Resumo: Salvador (BA) – o senador Jaques Wagner (PT-BA) recusou-se a fornecer as senhas de dois celulares apreendidos durante a nona fase da Operação Compliance Zero. O relatório da Polícia Federal, tornado público após a retirada de sigilo determinada pelo ministro André Mendonça do STF, cita também a presença de dinheiro em espécie, a relação com Augusto Ferreira Lima e a compra de um imóvel de R$ 2,45 milhões para a filha do parlamentar.
Salvador – na residência do senador Jaques Wagner (PT-BA), a Polícia Federal registrou que ele se recusou a fornecer as senhas de dois celulares apreendidos durante a nona fase da Operação Compliance Zero, conforme relatório da PF que se tornou público após a retirada de sigilo determinada pelo ministro André Mendonça, do STF.

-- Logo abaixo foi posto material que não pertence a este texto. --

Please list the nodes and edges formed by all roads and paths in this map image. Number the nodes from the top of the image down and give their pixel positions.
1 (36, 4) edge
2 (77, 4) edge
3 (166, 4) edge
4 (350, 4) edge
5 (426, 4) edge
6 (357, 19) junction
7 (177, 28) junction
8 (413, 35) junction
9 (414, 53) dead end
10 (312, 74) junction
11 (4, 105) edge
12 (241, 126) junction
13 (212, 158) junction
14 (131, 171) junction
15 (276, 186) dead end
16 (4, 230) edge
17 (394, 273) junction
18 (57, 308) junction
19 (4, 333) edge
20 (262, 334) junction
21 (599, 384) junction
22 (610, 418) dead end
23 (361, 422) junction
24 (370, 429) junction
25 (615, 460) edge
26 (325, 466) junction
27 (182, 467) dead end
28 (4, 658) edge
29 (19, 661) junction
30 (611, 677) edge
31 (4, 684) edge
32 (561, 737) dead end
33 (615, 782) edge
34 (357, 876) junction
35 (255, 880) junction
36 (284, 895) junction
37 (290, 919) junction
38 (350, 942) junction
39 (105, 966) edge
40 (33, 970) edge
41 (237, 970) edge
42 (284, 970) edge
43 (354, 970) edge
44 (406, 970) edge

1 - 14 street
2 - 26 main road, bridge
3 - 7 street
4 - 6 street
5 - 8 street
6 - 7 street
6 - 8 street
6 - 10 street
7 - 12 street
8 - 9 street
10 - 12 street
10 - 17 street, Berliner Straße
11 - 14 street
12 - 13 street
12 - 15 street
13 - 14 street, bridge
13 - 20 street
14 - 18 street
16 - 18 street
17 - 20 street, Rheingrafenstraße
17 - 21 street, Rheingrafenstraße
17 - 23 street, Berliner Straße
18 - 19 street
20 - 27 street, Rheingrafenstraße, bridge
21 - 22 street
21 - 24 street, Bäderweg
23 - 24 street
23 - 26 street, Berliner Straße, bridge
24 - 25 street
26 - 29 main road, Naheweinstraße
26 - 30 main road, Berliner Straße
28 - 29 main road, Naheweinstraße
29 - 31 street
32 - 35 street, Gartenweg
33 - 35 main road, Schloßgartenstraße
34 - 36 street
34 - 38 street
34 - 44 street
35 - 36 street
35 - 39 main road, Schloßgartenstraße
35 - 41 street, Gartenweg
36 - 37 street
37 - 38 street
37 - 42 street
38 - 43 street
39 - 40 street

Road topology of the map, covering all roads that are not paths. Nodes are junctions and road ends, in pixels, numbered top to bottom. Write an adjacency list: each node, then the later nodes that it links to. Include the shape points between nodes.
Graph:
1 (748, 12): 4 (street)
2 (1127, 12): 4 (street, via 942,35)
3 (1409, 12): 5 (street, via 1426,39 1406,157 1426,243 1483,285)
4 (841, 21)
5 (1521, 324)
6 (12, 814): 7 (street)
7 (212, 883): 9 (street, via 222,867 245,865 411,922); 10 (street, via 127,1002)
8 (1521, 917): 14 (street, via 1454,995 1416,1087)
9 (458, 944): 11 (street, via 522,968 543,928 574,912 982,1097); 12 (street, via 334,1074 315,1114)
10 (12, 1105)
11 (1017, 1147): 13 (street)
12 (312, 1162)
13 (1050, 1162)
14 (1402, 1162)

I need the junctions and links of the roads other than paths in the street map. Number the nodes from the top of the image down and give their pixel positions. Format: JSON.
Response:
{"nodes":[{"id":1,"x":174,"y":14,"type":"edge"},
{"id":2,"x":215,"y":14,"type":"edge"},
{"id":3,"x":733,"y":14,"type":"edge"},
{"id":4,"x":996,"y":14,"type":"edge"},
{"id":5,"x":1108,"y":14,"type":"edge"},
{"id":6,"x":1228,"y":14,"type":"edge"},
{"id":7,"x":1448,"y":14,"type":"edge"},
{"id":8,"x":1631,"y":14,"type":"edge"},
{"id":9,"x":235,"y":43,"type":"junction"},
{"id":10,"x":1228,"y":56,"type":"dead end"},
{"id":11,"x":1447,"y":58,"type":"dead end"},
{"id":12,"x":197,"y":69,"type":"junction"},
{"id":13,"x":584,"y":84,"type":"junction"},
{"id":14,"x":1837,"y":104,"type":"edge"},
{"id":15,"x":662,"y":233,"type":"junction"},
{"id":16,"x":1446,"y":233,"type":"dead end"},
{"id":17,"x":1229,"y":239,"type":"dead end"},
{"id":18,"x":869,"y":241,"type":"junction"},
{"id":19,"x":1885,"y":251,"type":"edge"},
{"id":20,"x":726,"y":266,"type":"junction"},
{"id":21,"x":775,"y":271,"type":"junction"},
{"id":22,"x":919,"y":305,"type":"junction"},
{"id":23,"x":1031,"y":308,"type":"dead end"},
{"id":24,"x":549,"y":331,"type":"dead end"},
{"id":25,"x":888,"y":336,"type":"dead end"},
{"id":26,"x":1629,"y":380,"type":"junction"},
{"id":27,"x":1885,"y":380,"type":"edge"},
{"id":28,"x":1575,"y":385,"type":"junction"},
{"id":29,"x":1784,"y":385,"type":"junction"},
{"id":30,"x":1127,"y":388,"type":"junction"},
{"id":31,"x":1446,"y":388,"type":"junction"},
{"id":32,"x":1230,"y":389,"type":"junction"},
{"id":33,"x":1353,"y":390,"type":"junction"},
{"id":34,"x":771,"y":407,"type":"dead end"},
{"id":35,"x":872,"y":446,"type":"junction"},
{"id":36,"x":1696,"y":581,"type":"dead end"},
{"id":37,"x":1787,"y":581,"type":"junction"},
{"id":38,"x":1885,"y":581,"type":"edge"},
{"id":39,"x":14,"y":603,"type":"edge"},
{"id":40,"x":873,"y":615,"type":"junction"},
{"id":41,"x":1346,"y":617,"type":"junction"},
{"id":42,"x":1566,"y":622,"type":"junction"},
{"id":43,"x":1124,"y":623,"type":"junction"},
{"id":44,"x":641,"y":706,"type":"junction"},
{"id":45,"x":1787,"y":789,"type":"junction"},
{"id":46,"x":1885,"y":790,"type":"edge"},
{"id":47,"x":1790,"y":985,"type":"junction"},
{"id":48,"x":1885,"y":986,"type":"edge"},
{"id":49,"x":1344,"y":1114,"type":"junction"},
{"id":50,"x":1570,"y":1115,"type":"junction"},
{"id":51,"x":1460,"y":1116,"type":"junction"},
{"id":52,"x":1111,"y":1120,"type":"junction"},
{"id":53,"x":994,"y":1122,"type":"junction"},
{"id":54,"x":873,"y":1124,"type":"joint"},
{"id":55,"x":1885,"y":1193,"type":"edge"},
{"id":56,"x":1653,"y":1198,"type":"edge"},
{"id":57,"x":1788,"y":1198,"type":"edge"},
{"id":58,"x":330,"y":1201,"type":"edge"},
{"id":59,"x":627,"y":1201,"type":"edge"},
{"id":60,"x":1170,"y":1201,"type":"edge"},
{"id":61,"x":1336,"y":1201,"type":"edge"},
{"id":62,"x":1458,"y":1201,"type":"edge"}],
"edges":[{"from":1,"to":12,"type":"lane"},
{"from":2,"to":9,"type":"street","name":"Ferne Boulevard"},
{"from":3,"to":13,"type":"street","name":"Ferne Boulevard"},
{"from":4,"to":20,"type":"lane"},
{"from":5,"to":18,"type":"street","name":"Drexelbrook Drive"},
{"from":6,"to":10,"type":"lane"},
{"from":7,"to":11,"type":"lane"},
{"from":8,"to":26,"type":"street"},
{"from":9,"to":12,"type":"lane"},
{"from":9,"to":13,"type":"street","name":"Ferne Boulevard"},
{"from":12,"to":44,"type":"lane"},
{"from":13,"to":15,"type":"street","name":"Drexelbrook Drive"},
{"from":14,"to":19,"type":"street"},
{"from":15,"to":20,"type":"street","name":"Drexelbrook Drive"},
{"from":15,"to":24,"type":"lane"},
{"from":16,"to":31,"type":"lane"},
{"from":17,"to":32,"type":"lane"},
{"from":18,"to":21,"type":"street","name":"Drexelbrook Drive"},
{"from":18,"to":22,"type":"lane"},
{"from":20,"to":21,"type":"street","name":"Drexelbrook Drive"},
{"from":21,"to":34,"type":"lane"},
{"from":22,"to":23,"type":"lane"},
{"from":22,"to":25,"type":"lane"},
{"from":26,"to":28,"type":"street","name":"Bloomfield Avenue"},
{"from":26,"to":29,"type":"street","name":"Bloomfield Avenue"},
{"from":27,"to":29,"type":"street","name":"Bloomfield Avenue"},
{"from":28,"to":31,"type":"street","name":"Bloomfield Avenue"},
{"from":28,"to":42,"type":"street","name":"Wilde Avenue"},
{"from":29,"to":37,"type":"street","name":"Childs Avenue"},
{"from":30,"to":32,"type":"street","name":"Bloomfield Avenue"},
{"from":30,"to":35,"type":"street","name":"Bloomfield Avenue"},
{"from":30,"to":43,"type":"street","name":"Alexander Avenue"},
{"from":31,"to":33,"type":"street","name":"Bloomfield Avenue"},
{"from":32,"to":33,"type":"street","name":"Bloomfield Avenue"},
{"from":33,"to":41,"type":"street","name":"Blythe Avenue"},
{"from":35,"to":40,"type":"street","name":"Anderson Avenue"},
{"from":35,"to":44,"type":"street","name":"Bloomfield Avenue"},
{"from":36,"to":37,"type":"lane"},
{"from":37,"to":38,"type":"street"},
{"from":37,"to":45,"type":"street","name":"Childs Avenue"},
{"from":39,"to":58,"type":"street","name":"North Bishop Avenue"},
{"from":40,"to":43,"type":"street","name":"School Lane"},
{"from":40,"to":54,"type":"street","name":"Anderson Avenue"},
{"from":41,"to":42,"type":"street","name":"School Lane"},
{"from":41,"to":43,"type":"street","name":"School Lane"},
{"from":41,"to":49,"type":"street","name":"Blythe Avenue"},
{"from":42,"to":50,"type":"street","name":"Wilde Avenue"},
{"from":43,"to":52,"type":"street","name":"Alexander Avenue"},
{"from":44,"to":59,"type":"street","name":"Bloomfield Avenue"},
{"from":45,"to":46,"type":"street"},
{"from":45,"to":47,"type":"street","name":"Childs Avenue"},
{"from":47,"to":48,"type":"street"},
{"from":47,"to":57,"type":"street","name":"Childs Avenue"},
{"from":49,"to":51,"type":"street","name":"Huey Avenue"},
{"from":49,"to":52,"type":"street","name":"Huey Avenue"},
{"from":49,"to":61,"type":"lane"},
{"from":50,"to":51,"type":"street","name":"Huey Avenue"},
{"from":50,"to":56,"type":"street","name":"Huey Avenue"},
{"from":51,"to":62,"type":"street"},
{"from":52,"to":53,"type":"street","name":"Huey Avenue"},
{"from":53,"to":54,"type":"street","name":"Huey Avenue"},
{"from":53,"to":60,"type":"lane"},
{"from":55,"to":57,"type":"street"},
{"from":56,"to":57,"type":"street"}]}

Os aparelhos foram recolhidos na busca realizada em 18 de junho. Os agentes relataram que Wagner negou o fornecimento de senhas dos aparelhos. Durante a diligência, a PF também apreendeu R$ 16,5 mil, US$ 16.795 e € 39.675 em espécie, além de relógios de alto valor. Parte do dinheiro ficou em uma mala atribuída ao senador, e outra parte, em um cofre no closet da esposa.
Wagner disse aos agentes que o dinheiro seria utilizado em viagens e que os relógios teriam sido adquiridos ao longo dos anos; porém, a PF ressalta que ele não apresentou notas fiscais dos bens.
A investigação também apura a relação entre Wagner e Augusto Ferreira Lima, ex-sócio de Daniel Vorcaro, além de suspeitas de que o senador tenha recebido vantagens de empresários ligados ao Banco Master.
A PF identificou ao menos 74 ligações entre Wagner e Augusto entre novembro de 2023 e maio de 2025. As conversas duraram mais de cinco horas e meia, com destaque para a preferência por ligações telefônicas. A relação também aparece nas tratativas para a compra de um apartamento de R$ 2,45 milhões em Salvador para a filha de Wagner; o senador encaminhou o contato de um gerente da construtora responsável pelo empreendimento.
Em dezembro de 2025, o advogado do Banco Master, Daniel Monteiro, escreveu a Guilherme Sodré, pessoa de confiança de Wagner, que “a altura do vão é 2,45m”, sugerindo uso de linguagem cifrada. Em junho, o senador admitiu ter tratado da compra do imóvel com Augusto.
Para a PF, a mensagem indica tentativa de dificultar a compreensão do conteúdo. A investigação segue apurando as ligações entre Wagner, Augusto e as transações envolvendo o imóvel e o banco.